## SOURCE INFORMATION
★ ★ ★ ★ ★ ★ ★
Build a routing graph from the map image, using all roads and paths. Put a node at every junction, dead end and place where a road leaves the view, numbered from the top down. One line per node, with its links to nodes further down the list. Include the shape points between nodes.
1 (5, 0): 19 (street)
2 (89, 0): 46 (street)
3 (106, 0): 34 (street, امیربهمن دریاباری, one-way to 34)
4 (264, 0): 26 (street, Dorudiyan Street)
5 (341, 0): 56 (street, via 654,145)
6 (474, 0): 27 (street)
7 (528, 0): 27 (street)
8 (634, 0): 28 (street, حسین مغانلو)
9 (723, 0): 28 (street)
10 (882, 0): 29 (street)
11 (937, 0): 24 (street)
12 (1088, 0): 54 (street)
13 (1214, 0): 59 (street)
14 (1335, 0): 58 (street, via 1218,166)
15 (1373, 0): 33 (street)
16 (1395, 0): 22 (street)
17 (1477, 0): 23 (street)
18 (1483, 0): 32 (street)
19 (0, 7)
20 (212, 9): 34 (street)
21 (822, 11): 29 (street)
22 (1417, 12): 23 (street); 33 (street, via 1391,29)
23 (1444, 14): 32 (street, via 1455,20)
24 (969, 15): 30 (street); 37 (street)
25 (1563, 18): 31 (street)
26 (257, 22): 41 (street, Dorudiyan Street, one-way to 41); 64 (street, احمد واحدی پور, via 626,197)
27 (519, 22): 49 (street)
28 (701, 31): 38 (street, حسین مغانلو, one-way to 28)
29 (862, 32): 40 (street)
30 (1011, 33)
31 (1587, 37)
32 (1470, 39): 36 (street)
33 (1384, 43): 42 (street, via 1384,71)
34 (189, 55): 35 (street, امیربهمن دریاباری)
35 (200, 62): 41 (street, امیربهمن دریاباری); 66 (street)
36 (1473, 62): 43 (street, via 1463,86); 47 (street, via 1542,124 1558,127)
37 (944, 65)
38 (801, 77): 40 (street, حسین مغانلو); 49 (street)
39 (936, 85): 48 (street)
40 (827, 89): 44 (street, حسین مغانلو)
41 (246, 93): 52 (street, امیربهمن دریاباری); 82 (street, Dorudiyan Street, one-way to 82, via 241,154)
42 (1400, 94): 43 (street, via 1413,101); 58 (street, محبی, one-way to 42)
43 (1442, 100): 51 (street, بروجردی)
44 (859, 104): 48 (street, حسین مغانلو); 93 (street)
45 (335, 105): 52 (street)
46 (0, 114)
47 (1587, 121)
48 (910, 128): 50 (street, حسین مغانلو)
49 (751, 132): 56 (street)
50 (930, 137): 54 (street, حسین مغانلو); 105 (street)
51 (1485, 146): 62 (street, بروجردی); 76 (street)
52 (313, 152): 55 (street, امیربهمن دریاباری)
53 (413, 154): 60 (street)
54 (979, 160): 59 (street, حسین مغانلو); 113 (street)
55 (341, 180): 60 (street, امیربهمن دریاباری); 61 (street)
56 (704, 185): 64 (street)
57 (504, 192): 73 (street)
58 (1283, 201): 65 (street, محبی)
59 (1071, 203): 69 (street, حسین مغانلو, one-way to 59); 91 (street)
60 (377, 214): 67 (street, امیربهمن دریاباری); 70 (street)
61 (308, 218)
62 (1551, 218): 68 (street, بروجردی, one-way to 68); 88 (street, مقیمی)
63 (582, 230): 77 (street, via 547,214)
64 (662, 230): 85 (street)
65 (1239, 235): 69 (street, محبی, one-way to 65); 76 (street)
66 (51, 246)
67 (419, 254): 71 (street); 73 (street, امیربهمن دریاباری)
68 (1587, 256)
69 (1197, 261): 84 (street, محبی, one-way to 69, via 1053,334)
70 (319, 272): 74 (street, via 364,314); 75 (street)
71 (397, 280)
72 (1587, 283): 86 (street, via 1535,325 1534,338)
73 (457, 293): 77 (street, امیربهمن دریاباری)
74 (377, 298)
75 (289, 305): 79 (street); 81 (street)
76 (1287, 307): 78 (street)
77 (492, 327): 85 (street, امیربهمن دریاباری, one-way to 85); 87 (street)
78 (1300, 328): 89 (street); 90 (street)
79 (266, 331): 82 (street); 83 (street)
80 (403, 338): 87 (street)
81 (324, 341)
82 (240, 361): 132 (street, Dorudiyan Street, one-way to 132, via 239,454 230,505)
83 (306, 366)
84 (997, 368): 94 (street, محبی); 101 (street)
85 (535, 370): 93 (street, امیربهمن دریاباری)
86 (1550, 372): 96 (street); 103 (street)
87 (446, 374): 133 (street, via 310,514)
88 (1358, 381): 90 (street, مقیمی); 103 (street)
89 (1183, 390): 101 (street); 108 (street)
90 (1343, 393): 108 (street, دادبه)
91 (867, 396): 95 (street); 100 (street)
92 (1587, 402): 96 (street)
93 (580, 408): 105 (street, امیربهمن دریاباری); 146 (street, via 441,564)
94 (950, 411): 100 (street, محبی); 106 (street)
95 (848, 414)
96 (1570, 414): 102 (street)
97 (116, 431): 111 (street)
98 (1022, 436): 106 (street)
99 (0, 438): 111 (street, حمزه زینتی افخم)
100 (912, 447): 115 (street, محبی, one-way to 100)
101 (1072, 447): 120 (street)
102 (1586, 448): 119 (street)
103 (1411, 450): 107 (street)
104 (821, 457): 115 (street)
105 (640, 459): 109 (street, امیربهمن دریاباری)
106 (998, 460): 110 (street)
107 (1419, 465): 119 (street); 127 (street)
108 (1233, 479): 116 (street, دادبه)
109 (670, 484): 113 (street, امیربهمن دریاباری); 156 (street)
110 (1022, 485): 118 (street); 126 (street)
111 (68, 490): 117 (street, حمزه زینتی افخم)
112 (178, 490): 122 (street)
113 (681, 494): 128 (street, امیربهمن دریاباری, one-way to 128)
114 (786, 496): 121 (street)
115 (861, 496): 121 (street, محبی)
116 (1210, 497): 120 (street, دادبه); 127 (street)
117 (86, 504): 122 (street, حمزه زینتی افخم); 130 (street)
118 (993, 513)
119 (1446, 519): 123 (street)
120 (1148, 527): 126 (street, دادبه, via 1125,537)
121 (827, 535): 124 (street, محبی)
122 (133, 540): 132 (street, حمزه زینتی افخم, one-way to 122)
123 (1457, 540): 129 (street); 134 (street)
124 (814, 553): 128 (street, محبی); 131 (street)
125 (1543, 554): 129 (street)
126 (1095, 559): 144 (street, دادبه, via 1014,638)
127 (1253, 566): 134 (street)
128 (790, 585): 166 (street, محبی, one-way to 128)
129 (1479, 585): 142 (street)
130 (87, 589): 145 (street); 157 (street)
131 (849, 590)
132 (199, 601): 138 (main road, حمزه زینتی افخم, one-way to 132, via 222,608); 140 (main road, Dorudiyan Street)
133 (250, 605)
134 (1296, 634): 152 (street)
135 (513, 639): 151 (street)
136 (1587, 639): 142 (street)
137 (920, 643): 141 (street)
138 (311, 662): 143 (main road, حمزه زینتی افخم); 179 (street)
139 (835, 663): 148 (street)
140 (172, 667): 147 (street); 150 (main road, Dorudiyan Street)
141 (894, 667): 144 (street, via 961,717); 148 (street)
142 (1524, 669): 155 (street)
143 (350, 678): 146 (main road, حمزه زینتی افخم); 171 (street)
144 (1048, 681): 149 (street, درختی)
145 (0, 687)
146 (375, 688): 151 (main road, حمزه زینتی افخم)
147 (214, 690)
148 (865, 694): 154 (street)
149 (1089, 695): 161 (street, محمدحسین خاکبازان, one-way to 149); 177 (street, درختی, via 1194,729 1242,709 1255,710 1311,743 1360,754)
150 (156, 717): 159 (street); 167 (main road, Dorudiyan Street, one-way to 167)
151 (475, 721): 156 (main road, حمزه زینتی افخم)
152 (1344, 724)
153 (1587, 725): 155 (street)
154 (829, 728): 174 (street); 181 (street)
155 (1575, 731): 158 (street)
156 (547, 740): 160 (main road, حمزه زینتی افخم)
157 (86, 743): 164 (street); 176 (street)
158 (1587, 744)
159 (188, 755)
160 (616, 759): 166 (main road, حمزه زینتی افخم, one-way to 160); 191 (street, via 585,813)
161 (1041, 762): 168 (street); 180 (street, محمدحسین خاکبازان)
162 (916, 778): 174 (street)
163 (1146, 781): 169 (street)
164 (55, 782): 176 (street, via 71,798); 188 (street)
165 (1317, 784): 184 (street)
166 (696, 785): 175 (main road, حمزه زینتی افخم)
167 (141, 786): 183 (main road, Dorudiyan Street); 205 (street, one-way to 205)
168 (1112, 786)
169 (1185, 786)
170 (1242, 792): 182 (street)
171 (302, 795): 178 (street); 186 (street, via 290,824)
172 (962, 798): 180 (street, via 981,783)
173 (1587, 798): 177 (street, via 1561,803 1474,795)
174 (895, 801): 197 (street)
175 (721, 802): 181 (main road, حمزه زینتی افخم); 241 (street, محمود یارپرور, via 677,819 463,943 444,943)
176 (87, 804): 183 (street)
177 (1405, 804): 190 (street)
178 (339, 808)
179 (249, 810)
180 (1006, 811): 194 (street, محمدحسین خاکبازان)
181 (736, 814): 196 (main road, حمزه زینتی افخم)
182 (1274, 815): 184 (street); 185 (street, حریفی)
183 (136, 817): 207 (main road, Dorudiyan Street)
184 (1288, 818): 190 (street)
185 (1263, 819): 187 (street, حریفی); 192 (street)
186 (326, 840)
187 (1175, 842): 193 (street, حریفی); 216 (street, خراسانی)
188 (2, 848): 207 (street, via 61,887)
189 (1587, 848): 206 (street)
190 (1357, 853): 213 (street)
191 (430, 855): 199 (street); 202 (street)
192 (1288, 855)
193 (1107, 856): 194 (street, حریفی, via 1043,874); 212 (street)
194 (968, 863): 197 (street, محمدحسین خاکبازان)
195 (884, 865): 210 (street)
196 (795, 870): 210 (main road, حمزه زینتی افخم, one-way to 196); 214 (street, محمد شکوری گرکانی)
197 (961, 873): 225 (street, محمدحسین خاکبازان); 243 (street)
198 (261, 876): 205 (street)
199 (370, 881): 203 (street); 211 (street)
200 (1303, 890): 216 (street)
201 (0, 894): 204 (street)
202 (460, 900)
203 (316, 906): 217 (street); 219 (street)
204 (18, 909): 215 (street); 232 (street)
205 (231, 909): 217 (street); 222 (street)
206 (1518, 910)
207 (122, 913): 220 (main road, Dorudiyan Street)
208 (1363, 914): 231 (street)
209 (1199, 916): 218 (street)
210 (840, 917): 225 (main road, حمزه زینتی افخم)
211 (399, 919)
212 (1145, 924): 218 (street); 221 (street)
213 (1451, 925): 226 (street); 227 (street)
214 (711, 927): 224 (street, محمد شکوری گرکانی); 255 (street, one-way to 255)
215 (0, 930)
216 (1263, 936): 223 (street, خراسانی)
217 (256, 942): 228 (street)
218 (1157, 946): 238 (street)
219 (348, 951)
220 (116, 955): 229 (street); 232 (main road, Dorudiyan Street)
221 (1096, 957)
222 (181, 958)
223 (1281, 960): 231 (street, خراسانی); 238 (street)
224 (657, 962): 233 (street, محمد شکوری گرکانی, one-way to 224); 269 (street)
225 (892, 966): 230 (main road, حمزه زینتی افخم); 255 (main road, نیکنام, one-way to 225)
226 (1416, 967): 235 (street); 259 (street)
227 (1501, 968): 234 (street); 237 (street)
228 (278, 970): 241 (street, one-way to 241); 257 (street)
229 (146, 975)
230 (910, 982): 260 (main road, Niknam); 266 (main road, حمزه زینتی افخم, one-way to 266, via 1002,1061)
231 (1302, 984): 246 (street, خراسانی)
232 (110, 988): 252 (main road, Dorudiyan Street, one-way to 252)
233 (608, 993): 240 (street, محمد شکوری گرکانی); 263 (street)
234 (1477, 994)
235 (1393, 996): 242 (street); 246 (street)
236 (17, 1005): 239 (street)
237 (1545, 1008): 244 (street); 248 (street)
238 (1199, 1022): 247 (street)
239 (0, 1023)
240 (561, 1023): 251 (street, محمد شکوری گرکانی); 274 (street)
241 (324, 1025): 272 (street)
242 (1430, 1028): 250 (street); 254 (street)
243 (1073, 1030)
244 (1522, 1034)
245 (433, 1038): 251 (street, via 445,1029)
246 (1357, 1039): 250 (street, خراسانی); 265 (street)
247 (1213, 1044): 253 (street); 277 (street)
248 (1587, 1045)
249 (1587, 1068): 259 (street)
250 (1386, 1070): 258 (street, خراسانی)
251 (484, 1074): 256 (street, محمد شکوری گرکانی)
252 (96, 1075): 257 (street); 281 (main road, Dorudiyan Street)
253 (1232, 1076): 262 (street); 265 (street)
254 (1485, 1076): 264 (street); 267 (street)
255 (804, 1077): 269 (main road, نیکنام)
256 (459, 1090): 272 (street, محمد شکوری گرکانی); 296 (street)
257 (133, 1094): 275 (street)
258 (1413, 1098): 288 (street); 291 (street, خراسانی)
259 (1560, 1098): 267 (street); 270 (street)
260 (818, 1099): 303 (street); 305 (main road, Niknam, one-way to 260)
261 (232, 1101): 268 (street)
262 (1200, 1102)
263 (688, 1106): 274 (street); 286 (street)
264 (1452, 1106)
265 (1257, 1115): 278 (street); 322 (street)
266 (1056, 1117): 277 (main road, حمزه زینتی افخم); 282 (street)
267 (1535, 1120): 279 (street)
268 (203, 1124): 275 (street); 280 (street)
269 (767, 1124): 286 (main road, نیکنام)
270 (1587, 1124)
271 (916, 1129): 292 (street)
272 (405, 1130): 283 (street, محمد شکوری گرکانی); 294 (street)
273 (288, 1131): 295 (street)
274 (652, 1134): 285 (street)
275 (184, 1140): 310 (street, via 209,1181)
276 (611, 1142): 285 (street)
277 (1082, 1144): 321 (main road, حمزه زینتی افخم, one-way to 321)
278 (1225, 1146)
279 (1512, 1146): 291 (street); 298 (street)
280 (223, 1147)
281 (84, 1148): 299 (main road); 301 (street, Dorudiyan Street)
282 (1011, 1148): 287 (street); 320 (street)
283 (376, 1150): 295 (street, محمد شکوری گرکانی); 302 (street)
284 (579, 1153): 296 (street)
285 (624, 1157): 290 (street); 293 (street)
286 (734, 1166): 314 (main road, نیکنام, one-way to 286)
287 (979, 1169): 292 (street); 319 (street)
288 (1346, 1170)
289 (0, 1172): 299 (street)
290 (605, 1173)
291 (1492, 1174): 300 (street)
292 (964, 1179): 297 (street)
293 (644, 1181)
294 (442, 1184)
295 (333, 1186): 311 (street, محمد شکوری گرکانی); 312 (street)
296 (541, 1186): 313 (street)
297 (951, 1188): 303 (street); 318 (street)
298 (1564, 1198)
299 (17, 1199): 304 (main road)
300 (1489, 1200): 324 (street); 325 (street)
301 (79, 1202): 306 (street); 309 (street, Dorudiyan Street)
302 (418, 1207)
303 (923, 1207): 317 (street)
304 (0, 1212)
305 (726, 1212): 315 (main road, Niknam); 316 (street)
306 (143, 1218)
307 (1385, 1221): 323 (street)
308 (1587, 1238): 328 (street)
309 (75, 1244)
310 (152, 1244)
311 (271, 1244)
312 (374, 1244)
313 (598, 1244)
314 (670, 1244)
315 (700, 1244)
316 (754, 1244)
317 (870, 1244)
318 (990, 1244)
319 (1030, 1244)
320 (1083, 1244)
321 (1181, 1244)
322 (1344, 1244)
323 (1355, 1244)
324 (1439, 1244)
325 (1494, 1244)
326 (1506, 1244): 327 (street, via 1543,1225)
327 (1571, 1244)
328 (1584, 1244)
★ ★ ★ ★ ★ ★ ★
## DIRECTIONS
From the listing above, copy every line that includes the word "حریفی".

## OUTPUT FOR THIS TASK
182 (1274, 815): 184 (street); 185 (street, حریفی)
185 (1263, 819): 187 (street, حریفی); 192 (street)
187 (1175, 842): 193 (street, حریفی); 216 (street, خراسانی)
193 (1107, 856): 194 (street, حریفی, via 1043,874); 212 (street)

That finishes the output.